Sep 07, 2015
Chocolate Chocolate Chip Banana Muffins ~ Plant-based, Gluten-free, Oil-Free!
If someone tells you that, as plant-based people, we are deprived, bake them some of these! I have had many, many omnivores tell me that these are the best muffins they have ever tasted. For real!
These dark and handsome guys will make you swoon! Moist and light with a delicate crumb, full of chocolately flavor and little pops of banana chunks with crunchy cacao nibs throughout. What’s not to love? Also, they’re not terribly sweet which I happen to like. If you want them to be sweeter, I would use chocolate chips instead of cacao nibs.

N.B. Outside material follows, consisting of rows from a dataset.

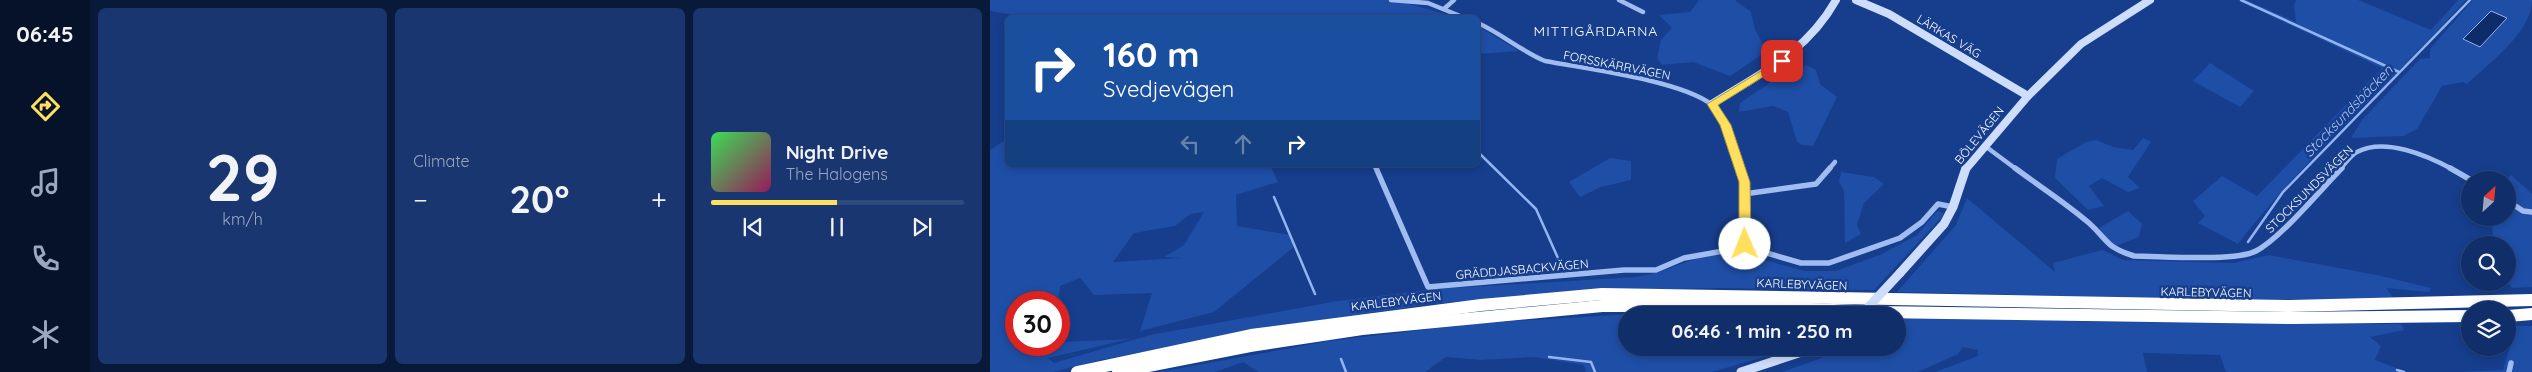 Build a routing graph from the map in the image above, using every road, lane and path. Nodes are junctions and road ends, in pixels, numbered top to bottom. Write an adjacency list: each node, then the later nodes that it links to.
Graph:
1 (1391, 0): 7 (street)
2 (1454, 0): 7 (street)
3 (1619, 0): 8 (street)
4 (1836, 0): 12 (street)
5 (1856, 0): 11 (street, LÄRKAS VÄG)
6 (2150, 0): 11 (street, BÖLEVÄGEN)
7 (1445, 8): 9 (street)
8 (1643, 12)
9 (1459, 15)
10 (1480, 24): 12 (street, FORSSKÄRRVÄGEN)
11 (2028, 96): 13 (street, BÖLEVÄGEN)
12 (1712, 104): 17 (street)
13 (1984, 146): 16 (street, STOCKSUNDSVÄGEN); 19 (street, BÖLEVÄGEN)
14 (1835, 162): 17 (street)
15 (1376, 167): 21 (street, GRÄDDJASBACKVÄGEN)
16 (2461, 175)
17 (1744, 194): 21 (street)
18 (2516, 206): 20 (street)
19 (1953, 207): 21 (street); 23 (street, BÖLEVÄGEN, bridge)
20 (2532, 212)
21 (1746, 247)
22 (2532, 300): 29 (highway, KARLEBYVÄGEN)
23 (1869, 306)
24 (2532, 314): 25 (highway)
25 (2516, 315)
26 (2461, 316): 30 (highway, KARLEBYVÄGEN)
27 (1790, 356): 31 (street)
28 (2511, 364): 32 (street)
29 (1077, 372)
30 (1118, 372)
31 (1741, 372)
32 (2510, 372)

I feel it coming… fall that is. Cooler temperatures and my baking bug has bitten hard. Yep. Lovin’ in the oven!
Chocolate Chocolate Chip Banana Muffins
A delectable, chocolate, oil-free muffin!
- 1 cup blanched almond flour
- 1 cup buckwheat flour
- 1/2 cup coconut sugar or other minimally processed, granulated sweetener (see note)
- 1/3 cup cocoa powder
- 1/3 cup cacao nibs
- 2 tsp baking soda
- 2 TBS ground flax seeds + 4 TBS water
- 2 ripe bananas, mashed (leave it a little chunky)
- 1/4 cup raw almond butter
- 1 cup unsweetened, plant-based milk
- 3 TBS pure maple syrup
- 2 tsp vanilla extract
- Preheat oven to 350° F.
- Prepare a 12-muffin tin (use muffin liners or a silicone tray)
- Combine the flax with the water and set aside.
- Add all dry ingredients to a large mixing bowl and whisk well to combine.
- Combine all wet ingredients in a separate bowl, including the flax/water mixture.
- Mix the wet ingredients into the dry and stir well to combine.
- Scoop the batter into the muffin cups, filling each almost to the top.
- Bake for 25-30 minutes, until a toothpick inserted comes out clean.
- Cool and devour!
I recently made these using xylitol instead of my usual coconut sugar. They were fantastic! I learned about alcohol sugars long ago and then recently got re-inspired to use erythritol by Dr. Greger in one of his videos. So, use whatever granulated sweetener you prefer!